Exercise directions
Search the lines of the records for the word "highway", and copy every line that has it.

Records provided
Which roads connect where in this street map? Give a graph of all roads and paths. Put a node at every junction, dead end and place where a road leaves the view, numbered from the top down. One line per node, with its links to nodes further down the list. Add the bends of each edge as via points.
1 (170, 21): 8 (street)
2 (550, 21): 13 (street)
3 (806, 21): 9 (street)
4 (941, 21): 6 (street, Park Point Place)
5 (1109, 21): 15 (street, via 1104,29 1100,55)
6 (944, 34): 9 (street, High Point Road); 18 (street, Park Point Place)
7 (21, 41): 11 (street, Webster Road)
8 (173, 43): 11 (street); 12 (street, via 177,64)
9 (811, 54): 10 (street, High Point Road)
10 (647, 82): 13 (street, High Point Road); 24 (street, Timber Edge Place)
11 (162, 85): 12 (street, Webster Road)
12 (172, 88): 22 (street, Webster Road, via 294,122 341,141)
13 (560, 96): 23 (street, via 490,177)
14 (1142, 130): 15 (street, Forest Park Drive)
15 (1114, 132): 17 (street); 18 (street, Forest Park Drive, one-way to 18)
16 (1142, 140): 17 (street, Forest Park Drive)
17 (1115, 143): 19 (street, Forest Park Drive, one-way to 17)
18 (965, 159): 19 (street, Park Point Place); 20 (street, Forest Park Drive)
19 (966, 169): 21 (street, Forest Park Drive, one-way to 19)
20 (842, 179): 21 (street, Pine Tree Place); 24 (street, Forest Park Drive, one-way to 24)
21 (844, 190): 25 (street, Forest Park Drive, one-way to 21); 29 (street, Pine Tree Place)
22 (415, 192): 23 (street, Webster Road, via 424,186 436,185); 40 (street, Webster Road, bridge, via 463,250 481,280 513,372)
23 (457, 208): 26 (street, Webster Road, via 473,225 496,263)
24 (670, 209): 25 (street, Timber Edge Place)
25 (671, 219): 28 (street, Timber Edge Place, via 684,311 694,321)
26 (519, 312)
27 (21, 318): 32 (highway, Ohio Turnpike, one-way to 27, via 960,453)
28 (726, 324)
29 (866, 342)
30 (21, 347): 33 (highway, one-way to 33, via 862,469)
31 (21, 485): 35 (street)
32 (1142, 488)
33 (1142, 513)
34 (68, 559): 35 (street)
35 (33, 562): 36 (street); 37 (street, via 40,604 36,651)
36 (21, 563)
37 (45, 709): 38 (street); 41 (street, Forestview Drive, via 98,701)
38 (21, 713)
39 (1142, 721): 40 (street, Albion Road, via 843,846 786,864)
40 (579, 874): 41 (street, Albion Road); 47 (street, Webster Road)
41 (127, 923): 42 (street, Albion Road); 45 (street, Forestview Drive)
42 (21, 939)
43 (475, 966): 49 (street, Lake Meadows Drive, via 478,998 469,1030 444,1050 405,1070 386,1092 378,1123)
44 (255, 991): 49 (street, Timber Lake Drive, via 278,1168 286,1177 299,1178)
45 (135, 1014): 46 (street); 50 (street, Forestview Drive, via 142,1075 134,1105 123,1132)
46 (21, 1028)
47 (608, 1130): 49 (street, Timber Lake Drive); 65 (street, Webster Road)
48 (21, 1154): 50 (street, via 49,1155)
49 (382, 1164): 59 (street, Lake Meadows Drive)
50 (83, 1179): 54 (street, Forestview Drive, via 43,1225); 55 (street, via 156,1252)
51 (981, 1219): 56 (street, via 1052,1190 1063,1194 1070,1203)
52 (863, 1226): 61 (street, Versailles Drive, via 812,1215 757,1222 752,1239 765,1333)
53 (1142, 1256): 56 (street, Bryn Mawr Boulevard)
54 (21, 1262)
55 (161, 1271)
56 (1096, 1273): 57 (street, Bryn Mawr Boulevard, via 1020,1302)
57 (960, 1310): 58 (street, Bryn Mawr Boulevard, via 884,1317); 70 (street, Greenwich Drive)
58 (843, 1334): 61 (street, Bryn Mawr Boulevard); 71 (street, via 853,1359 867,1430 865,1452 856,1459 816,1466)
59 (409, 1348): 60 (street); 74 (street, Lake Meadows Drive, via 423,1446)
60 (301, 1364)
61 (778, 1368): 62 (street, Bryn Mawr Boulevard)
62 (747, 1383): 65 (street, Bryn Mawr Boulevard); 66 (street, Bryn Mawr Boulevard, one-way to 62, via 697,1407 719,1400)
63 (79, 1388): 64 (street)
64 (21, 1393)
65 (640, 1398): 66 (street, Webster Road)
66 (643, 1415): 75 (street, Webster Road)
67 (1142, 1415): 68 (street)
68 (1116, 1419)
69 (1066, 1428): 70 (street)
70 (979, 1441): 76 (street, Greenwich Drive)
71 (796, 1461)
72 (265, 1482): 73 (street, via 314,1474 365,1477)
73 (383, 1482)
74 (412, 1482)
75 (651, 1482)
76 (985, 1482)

Exercise result
27 (21, 318): 32 (highway, Ohio Turnpike, one-way to 27, via 960,453)
30 (21, 347): 33 (highway, one-way to 33, via 862,469)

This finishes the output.